INFORMATION PROVIDED →
Start of Block

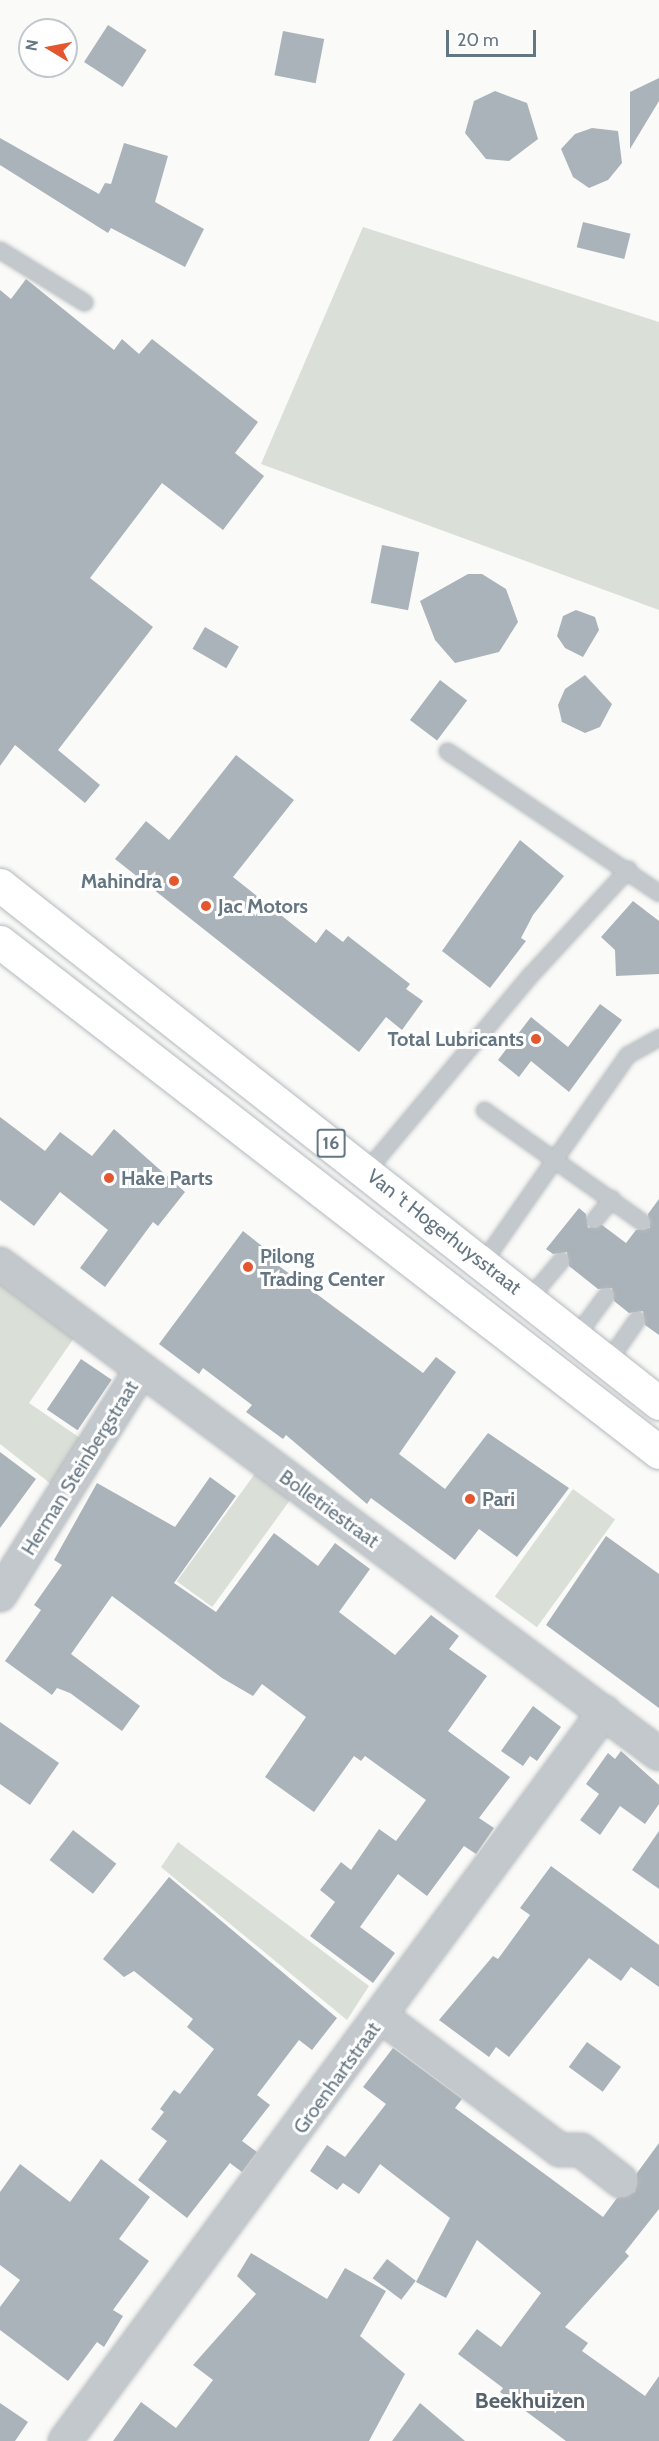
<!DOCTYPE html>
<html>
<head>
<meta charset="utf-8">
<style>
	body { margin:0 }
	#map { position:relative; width:659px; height:2441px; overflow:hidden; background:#fafaf8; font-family:Cabin,sans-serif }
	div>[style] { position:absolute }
	.green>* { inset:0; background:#dadfd7; transform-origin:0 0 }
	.building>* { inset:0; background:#aab3b9; transform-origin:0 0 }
	.roads { filter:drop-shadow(0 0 2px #b5babe) drop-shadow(0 0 2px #b5babe) }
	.service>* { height:15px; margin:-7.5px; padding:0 7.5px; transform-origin:7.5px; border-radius:7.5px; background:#c3c8cc }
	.minor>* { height:32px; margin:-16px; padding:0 16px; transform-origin:16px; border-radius:16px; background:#c3c8cc }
	.primary>* { height:33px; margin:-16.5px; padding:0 16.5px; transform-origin:16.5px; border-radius:16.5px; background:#fff }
	.dots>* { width:16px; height:16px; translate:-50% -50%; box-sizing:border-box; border:3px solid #fff; border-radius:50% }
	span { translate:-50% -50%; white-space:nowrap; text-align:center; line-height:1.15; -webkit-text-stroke:6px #fff; paint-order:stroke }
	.shield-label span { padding:2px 4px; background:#fff; border:2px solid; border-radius:4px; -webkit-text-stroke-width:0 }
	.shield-label { font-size:18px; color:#657683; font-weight:700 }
	.poi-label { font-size:20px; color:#657683; font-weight:700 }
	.right { translate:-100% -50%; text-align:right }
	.left { translate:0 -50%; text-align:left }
	.street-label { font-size:20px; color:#657683 }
	.quarter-label { font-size:22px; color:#57646e; font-weight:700 }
	.north { position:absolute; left:18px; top:18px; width:60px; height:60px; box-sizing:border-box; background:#fff; border:2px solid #c1c8cd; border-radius:50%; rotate:280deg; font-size:16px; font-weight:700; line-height:24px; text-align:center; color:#657683 }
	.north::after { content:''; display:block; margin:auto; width:21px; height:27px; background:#e4572e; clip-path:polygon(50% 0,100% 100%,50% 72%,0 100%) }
	.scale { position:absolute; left:446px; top:30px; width:90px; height:27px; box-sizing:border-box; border:3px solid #657683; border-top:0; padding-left:8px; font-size:18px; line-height:21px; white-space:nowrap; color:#657683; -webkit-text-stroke:4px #fff; paint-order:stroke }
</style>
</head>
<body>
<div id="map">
	<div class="green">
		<i style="clip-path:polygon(363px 227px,659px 322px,659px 610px,261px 464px)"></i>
		<i style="clip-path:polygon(0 1282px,74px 1338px,29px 1403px,83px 1440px,51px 1484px,0 1444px)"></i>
		<i style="left:259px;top:1468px;width:44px;height:140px;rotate:36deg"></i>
		<i style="left:573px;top:1489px;width:52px;height:133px;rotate:36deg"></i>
		<i style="clip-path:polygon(178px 1842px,369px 1986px,347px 2020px,161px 1867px)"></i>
	</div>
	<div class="building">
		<i style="left:108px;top:25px;width:46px;height:44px;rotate:33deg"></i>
		<i style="left:283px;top:31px;width:42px;height:45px;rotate:11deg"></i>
		<i style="clip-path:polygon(659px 78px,659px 101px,630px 149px,630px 92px)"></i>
		<i style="clip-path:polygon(495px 91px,527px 103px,538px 139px,509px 161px,486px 159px,465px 133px,474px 101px)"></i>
		<i style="clip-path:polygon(592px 128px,618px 131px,622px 163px,608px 180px,589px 188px,573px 177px,561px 149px,575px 134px)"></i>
		<i style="clip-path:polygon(0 138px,99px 194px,105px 183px,111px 184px,124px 143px,168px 156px,155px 202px,204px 229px,185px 267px,111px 228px,108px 233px,0 165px)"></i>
		<i style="left:583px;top:222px;width:49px;height:26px;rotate:14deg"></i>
		<i style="clip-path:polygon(26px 279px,114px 350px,122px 339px,139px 354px,152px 339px,258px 422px,235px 453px,264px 476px,223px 530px,162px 483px,90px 578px,153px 627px,58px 750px,100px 785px,85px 803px,15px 745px,0 766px,0 290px,11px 299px)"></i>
		<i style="left:382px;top:545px;width:38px;height:59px;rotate:11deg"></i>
		<i style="clip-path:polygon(468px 574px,482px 574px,506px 589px,518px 622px,499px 652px,455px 663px,435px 640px,420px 601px)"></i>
		<i style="clip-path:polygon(576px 610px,595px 617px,599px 630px,583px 657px,565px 648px,557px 636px,563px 616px)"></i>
		<i style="left:205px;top:627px;width:39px;height:25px;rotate:30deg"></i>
		<i style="clip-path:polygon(585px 675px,612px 704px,600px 727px,585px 733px,562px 722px,558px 705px,565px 689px)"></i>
		<i style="left:440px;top:680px;width:34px;height:50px;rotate:37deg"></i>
		<i style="clip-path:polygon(236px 755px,294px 800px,233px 877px,316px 943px,326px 929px,343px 942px,348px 936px,410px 984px,406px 989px,423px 1001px,402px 1030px,386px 1017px,359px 1052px,115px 859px,146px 821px,169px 840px)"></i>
		<i style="clip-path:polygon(520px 840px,564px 876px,533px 915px,521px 938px,526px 941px,490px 988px,442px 951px)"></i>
		<i style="clip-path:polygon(633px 901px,659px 921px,659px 974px,616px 976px,615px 950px,601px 937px)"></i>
		<i style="clip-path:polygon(600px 1004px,622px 1020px,569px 1092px,531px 1061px,519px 1077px,498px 1060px,531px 1017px,568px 1047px)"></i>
		<i style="clip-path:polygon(0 1117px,45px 1151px,60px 1132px,92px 1156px,114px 1129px,185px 1192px,158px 1226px,153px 1222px,105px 1287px,80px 1268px,108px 1230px,60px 1192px,34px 1226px,0 1200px)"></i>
		<i style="clip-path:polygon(659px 1199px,659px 1335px,645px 1325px,643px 1311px,629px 1313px,614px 1301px,612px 1288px,598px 1289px,569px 1266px,567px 1252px,553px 1254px,546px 1249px,579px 1208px,586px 1214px,588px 1228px,602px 1225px,626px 1243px,636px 1230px,650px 1228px,648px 1214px)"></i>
		<i style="clip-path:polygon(243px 1231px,282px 1262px,279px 1266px,423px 1373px,436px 1357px,456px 1372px,399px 1454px,445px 1489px,488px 1433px,569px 1488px,517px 1557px,479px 1529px,455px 1560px,371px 1498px,367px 1504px,286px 1435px,283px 1439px,246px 1412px,252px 1405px,203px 1368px,199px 1374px,159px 1344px)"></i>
		<i style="left:81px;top:1359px;width:37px;height:61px;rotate:34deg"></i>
		<i style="clip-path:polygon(0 1452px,36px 1479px,0 1528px)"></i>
		<i style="clip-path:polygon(210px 1477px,236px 1496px,174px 1583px,216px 1612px,274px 1533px,318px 1566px,335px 1543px,370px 1569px,339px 1612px,395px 1655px,431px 1615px,459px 1636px,449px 1649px,487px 1676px,448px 1731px,510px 1777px,479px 1818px,494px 1828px,476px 1854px,464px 1846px,427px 1896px,398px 1874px,360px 1927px,395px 1953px,373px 1983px,310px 1936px,335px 1902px,320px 1890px,341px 1862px,351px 1870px,379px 1829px,396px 1841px,426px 1800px,365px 1756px,361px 1761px,354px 1756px,314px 1812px,265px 1777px,306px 1717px,262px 1684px,253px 1696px,222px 1678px,112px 1596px,71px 1654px,140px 1706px,122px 1731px,70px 1693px,57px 1688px,52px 1695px,5px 1661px,41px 1610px,34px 1605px,62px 1565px,54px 1560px,97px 1483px,175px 1527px)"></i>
		<i style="clip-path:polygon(606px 1536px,659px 1574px,659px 1708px,546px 1625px)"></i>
		<i style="clip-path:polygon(533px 1706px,561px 1727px,537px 1761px,530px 1756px,523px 1766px,501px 1751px)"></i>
		<i style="clip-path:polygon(0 1722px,59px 1763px,30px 1805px,0 1784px)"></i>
		<i style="clip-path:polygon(621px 1751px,659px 1785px,659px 1804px,645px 1824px,620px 1806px,600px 1835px,580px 1820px,599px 1794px,586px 1784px,608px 1753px,615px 1759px)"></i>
		<i style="left:73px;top:1830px;width:55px;height:38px;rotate:38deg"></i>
		<i style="clip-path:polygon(659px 1831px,659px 1889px,632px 1870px)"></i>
		<i style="clip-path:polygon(551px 1866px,659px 1945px,659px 1987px,631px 1967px,621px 1981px,589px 1958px,509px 2057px,496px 2047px,489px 2057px,439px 2020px,493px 1956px,498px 1959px,530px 1915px,520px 1908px)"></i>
		<i style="clip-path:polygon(169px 1877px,337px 2018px,312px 2050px,299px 2040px,257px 2095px,270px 2105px,242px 2141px,257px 2152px,242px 2172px,230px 2163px,187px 2218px,138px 2180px,167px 2141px,151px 2129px,164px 2112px,160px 2109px,174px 2090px,180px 2094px,214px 2049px,187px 2027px,193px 2019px,134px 1971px,124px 1977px,103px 1959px)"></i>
		<i style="left:587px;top:2042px;width:42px;height:31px;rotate:36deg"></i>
		<i style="clip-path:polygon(393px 2048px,462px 2099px,455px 2108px,603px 2217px,617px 2198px,635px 2192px,637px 2173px,659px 2143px,659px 2209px,625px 2252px,629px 2256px,565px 2327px,588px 2343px,582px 2351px,645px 2396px,659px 2376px,659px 2441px,566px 2441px,500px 2392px,503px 2388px,458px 2354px,477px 2329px,501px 2347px,541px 2293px,477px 2240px,446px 2298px,416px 2282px,450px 2218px,380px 2164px,359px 2194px,343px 2183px,337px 2190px,310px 2171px,327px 2145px,345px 2157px,386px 2104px,363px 2087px)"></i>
		<i style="clip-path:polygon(101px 2159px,150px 2197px,119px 2239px,149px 2261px,113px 2310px,123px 2316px,104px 2347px,97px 2342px,68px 2381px,0 2330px,0 2307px,20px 2280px,0 2265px,0 2192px,20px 2164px,70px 2202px)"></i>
		<i style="clip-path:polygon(251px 2253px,327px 2299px,345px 2268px,386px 2291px,360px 2336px,405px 2374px,369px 2441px,113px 2441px,141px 2402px,176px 2428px,213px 2380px,193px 2365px,256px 2294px,237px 2276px)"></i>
		<i style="left:387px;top:2259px;width:36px;height:24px;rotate:37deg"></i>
		<i style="clip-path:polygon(0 2403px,28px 2422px,15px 2441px,0 2441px)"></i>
		<i style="clip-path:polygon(420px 2403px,465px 2441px,392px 2441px)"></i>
	</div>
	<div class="roads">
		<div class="service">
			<i style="left:0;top:250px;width:99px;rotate:31.8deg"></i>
			<i style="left:447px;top:751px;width:255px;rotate:33.8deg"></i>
			<i style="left:484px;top:1110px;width:194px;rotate:35.3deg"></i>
			<i style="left:366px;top:1171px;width:257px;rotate:-50.1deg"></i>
			<i style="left:531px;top:974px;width:143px;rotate:-47.3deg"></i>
			<i style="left:594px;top:1220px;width:28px;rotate:-51deg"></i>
			<i style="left:482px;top:1263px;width:254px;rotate:-55.1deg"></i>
			<i style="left:627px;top:1055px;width:37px;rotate:-29deg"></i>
			<i style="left:528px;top:1299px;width:51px;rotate:-49.8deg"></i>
			<i style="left:575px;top:1337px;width:52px;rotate:-53.6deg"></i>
			<i style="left:607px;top:1362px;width:52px;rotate:-55.1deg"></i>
		</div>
		<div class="minor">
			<i style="left:0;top:1264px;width:821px;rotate:36.63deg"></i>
			<i style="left:0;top:1595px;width:266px;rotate:-57.9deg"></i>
			<i style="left:382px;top:2017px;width:222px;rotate:36.8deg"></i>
			<i style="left:560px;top:2150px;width:21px"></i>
			<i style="left:581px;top:2150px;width:51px;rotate:37.8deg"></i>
			<i style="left:65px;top:2441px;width:907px;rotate:-53.52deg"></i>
		</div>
		<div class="primary">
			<i style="left:0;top:885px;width:838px;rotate:38.17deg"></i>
			<i style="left:0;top:942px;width:833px;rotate:37.74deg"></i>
		</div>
	</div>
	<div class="dots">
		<i style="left:174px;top:881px;background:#e4572e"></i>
		<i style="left:206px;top:906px;background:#e4572e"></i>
		<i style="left:536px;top:1039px;background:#e4572e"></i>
		<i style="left:109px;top:1178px;background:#e4572e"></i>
		<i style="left:248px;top:1267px;background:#e4572e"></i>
		<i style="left:470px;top:1499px;background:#e4572e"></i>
	</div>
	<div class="shield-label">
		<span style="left:331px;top:1143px">16</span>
	</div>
	<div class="poi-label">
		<span class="right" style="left:162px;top:881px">Mahindra</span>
		<span class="left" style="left:218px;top:906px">Jac Motors</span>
		<span class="right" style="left:524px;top:1039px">Total Lubricants</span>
		<span class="left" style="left:121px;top:1178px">Hake Parts</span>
		<span class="left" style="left:260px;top:1268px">Pilong<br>Trading Center</span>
		<span class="left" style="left:482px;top:1499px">Pari</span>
	</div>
	<div class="street-label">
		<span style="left:444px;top:1232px;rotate:38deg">Van 't Hogerhuysstraat</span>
		<span style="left:80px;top:1468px;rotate:-58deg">Herman Steinbergstraat</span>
		<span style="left:329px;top:1509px;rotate:36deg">Bolletriestraat</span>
		<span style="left:337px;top:2078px;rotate:-54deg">Groenhartstraat</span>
	</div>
	<div class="quarter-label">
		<span style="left:530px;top:2401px">Beekhuizen</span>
	</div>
	<div class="north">N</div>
	<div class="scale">20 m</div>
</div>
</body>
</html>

End of Block

DESCRIPTION OF THE TASK →
Both end lines included, restate word for word the lines above from the line with "translate:-50% -50%; white-space:nowrap;" to the line with "translate:-100% -50%; text-align:right", and nothing else.

ANSWER FOR THIS EXERCISE →
	span { translate:-50% -50%; white-space:nowrap; text-align:center; line-height:1.15; -webkit-text-stroke:6px #fff; paint-order:stroke }
	.shield-label span { padding:2px 4px; background:#fff; border:2px solid; border-radius:4px; -webkit-text-stroke-width:0 }
	.shield-label { font-size:18px; color:#657683; font-weight:700 }
	.poi-label { font-size:20px; color:#657683; font-weight:700 }
	.right { translate:-100% -50%; text-align:right }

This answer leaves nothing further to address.